• What you should do
With spelling and spacing unchanged, write out each line of the material.
----
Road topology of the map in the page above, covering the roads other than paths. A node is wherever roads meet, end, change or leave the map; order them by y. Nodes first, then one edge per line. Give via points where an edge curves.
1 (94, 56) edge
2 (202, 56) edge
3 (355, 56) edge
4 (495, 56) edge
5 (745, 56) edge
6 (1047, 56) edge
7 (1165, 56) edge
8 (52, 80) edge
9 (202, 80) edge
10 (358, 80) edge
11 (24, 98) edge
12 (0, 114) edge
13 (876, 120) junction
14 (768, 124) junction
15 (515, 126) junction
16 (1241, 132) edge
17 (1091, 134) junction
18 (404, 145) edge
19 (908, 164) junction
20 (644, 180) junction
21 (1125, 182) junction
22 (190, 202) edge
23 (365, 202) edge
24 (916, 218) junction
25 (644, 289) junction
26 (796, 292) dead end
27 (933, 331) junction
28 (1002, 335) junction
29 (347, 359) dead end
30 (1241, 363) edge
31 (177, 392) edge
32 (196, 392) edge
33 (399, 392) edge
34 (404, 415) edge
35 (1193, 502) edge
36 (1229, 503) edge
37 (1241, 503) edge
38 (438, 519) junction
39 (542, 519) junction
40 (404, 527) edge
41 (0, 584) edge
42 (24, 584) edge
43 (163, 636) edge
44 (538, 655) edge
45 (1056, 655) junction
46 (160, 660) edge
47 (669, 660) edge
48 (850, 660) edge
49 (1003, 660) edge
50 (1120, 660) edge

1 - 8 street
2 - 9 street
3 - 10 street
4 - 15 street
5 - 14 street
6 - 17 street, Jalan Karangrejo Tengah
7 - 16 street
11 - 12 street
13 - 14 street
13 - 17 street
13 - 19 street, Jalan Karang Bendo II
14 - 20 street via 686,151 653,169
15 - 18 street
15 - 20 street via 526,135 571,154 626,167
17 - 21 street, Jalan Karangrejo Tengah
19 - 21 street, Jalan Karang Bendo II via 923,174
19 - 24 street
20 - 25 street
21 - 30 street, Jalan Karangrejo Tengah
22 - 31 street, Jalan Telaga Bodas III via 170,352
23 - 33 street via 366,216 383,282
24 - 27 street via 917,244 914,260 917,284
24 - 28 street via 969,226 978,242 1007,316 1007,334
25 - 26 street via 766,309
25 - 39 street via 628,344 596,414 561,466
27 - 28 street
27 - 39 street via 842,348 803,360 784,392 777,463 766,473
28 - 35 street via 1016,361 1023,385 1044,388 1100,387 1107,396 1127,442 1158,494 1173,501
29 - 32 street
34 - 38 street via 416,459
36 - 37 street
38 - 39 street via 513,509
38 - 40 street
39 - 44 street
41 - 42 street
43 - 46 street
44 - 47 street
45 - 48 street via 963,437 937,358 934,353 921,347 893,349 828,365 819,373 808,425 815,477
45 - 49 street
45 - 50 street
----
• Worked solution
Road topology of the map in the page above, covering the roads other than paths. A node is wherever roads meet, end, change or leave the map; order them by y. Nodes first, then one edge per line. Give via points where an edge curves.
1 (94, 56) edge
2 (202, 56) edge
3 (355, 56) edge
4 (495, 56) edge
5 (745, 56) edge
6 (1047, 56) edge
7 (1165, 56) edge
8 (52, 80) edge
9 (202, 80) edge
10 (358, 80) edge
11 (24, 98) edge
12 (0, 114) edge
13 (876, 120) junction
14 (768, 124) junction
15 (515, 126) junction
16 (1241, 132) edge
17 (1091, 134) junction
18 (404, 145) edge
19 (908, 164) junction
20 (644, 180) junction
21 (1125, 182) junction
22 (190, 202) edge
23 (365, 202) edge
24 (916, 218) junction
25 (644, 289) junction
26 (796, 292) dead end
27 (933, 331) junction
28 (1002, 335) junction
29 (347, 359) dead end
30 (1241, 363) edge
31 (177, 392) edge
32 (196, 392) edge
33 (399, 392) edge
34 (404, 415) edge
35 (1193, 502) edge
36 (1229, 503) edge
37 (1241, 503) edge
38 (438, 519) junction
39 (542, 519) junction
40 (404, 527) edge
41 (0, 584) edge
42 (24, 584) edge
43 (163, 636) edge
44 (538, 655) edge
45 (1056, 655) junction
46 (160, 660) edge
47 (669, 660) edge
48 (850, 660) edge
49 (1003, 660) edge
50 (1120, 660) edge

1 - 8 street
2 - 9 street
3 - 10 street
4 - 15 street
5 - 14 street
6 - 17 street, Jalan Karangrejo Tengah
7 - 16 street
11 - 12 street
13 - 14 street
13 - 17 street
13 - 19 street, Jalan Karang Bendo II
14 - 20 street via 686,151 653,169
15 - 18 street
15 - 20 street via 526,135 571,154 626,167
17 - 21 street, Jalan Karangrejo Tengah
19 - 21 street, Jalan Karang Bendo II via 923,174
19 - 24 street
20 - 25 street
21 - 30 street, Jalan Karangrejo Tengah
22 - 31 street, Jalan Telaga Bodas III via 170,352
23 - 33 street via 366,216 383,282
24 - 27 street via 917,244 914,260 917,284
24 - 28 street via 969,226 978,242 1007,316 1007,334
25 - 26 street via 766,309
25 - 39 street via 628,344 596,414 561,466
27 - 28 street
27 - 39 street via 842,348 803,360 784,392 777,463 766,473
28 - 35 street via 1016,361 1023,385 1044,388 1100,387 1107,396 1127,442 1158,494 1173,501
29 - 32 street
34 - 38 street via 416,459
36 - 37 street
38 - 39 street via 513,509
38 - 40 street
39 - 44 street
41 - 42 street
43 - 46 street
44 - 47 street
45 - 48 street via 963,437 937,358 934,353 921,347 893,349 828,365 819,373 808,425 815,477
45 - 49 street
45 - 50 street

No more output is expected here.